TASK OBJECTIVE:
Across the entries, count the lines that include "CALHETA" and report only that number.

DATA FOR THE TASK:
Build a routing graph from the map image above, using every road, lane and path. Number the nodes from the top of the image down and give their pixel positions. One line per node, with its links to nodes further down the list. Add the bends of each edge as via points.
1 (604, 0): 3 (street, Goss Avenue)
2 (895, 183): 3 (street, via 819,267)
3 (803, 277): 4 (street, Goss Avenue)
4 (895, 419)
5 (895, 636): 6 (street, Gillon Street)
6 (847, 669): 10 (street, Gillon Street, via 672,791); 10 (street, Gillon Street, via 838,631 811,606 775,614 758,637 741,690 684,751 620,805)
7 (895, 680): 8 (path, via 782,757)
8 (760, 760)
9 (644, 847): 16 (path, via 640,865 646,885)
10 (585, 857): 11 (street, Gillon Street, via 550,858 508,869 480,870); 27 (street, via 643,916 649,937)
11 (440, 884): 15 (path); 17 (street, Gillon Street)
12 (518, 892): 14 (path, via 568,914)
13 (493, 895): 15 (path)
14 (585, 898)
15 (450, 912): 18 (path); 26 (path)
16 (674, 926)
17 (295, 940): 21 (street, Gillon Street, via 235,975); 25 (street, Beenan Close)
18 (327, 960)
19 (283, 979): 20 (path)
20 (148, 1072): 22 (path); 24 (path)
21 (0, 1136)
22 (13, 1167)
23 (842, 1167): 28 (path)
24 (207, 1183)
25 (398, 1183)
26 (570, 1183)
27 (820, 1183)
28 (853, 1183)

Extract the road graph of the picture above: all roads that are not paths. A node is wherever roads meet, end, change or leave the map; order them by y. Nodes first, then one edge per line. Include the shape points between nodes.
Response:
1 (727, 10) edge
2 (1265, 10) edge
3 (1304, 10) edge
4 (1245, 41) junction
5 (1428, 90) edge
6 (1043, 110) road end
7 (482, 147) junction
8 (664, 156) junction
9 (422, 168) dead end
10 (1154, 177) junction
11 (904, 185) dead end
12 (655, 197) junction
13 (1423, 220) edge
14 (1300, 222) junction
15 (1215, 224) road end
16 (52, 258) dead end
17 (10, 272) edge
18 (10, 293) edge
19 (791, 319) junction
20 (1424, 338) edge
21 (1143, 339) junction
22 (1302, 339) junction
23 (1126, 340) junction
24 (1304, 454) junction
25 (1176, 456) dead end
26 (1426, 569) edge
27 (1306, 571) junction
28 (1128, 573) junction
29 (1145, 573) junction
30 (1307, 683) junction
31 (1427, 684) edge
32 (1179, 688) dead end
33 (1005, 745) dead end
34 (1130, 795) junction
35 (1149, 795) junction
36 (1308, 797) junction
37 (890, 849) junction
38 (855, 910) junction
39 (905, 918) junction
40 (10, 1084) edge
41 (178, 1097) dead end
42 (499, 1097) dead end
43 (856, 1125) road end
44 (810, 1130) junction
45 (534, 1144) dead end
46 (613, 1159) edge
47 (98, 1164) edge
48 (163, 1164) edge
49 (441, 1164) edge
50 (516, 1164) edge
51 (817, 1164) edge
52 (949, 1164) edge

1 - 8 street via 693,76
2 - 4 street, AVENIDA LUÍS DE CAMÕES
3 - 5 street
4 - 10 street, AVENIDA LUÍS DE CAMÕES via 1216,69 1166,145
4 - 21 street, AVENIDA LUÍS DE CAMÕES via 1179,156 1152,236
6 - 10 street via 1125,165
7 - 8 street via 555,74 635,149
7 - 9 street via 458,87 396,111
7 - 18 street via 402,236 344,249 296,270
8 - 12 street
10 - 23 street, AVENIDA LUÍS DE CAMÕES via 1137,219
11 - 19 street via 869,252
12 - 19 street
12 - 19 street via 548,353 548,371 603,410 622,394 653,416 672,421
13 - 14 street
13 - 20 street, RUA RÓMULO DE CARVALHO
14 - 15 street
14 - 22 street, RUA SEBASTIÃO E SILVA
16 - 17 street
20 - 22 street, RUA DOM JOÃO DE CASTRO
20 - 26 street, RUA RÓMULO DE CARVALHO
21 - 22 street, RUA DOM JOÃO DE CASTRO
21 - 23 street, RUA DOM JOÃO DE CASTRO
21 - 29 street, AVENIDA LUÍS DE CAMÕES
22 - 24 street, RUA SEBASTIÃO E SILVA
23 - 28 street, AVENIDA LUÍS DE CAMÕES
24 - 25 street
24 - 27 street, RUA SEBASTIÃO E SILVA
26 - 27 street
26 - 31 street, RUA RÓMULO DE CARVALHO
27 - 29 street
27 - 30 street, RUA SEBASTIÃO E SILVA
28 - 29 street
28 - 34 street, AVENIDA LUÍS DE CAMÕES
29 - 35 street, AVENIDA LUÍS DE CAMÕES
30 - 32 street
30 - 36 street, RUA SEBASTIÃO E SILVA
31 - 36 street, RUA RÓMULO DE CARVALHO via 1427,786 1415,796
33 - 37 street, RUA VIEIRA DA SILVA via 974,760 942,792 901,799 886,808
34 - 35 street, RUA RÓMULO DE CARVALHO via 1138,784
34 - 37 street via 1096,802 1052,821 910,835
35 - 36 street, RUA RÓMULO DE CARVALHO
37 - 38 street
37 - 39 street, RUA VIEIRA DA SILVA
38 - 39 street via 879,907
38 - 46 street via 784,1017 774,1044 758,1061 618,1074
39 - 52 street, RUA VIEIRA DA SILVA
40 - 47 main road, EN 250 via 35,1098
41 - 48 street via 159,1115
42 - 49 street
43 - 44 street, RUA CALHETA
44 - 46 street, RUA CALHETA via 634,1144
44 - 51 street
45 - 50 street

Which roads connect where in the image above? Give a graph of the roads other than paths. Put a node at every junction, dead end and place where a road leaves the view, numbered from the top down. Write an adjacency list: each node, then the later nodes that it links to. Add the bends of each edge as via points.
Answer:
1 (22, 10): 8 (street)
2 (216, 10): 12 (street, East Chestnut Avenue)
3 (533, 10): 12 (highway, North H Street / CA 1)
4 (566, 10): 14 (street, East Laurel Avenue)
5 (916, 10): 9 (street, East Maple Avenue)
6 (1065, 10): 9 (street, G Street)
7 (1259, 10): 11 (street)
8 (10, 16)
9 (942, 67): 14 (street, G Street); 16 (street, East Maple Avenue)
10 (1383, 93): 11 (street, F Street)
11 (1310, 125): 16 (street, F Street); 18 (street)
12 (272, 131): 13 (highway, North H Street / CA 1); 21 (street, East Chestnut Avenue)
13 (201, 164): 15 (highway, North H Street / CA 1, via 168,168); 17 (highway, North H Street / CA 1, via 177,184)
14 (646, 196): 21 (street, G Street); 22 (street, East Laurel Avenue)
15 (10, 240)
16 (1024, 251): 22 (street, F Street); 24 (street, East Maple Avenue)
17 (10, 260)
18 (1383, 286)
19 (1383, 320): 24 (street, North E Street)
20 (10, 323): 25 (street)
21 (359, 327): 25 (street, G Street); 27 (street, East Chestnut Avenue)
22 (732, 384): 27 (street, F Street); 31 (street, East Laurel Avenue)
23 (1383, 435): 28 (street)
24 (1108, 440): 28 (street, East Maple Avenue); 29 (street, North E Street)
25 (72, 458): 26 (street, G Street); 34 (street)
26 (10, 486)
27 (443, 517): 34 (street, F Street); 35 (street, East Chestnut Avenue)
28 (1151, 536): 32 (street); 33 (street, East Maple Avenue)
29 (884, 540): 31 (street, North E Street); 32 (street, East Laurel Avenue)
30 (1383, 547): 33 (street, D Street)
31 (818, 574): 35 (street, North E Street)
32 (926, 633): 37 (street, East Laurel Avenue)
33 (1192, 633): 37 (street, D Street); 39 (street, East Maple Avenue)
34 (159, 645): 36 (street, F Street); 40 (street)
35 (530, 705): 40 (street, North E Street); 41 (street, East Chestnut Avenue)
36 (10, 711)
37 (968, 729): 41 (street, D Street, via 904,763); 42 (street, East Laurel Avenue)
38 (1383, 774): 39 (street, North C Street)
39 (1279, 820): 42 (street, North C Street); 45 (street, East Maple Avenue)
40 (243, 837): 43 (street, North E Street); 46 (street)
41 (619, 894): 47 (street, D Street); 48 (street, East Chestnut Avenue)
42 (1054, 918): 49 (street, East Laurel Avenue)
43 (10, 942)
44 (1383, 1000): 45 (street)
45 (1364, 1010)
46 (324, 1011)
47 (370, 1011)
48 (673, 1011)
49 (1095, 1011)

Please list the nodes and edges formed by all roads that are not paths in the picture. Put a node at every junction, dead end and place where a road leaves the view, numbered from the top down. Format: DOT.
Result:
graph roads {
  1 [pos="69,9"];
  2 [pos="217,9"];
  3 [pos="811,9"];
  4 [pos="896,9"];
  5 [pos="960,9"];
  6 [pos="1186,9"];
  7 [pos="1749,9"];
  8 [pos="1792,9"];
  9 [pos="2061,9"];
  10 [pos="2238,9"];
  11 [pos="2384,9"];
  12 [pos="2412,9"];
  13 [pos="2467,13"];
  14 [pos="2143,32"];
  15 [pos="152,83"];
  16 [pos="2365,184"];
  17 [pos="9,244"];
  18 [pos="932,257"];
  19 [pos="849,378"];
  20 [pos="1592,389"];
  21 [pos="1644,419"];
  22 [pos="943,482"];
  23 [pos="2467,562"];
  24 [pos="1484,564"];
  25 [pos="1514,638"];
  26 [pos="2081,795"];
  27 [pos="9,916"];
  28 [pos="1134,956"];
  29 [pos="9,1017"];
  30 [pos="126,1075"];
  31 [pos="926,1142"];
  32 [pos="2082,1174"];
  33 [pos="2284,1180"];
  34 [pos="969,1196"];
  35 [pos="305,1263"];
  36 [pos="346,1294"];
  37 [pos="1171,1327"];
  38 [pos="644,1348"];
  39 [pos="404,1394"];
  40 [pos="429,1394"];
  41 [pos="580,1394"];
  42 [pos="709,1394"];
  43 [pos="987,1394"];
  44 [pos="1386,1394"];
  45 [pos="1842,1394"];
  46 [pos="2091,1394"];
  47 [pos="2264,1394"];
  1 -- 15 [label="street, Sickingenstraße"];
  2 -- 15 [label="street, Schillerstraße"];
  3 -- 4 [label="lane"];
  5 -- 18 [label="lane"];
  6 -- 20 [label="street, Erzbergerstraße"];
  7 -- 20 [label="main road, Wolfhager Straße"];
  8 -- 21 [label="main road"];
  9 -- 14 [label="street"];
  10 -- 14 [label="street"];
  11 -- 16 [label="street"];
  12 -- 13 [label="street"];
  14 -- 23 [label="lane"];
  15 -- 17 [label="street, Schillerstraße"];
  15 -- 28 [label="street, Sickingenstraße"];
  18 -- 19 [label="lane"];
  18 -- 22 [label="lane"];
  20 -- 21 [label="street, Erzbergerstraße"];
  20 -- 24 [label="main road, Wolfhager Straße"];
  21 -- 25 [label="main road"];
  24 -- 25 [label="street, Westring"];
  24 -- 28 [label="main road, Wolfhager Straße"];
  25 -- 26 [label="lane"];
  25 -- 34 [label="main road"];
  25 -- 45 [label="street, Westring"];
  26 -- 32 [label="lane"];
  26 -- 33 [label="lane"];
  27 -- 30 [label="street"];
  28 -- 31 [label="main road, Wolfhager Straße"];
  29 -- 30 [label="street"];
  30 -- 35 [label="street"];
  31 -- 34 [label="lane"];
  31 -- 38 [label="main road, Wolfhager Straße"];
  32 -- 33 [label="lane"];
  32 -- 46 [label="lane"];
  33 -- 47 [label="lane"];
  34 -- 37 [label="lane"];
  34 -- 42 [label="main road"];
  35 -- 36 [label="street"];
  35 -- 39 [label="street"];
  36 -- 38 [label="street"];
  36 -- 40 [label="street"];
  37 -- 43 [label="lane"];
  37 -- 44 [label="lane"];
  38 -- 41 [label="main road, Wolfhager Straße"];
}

SOLUTION TO THE EXERCISE:
2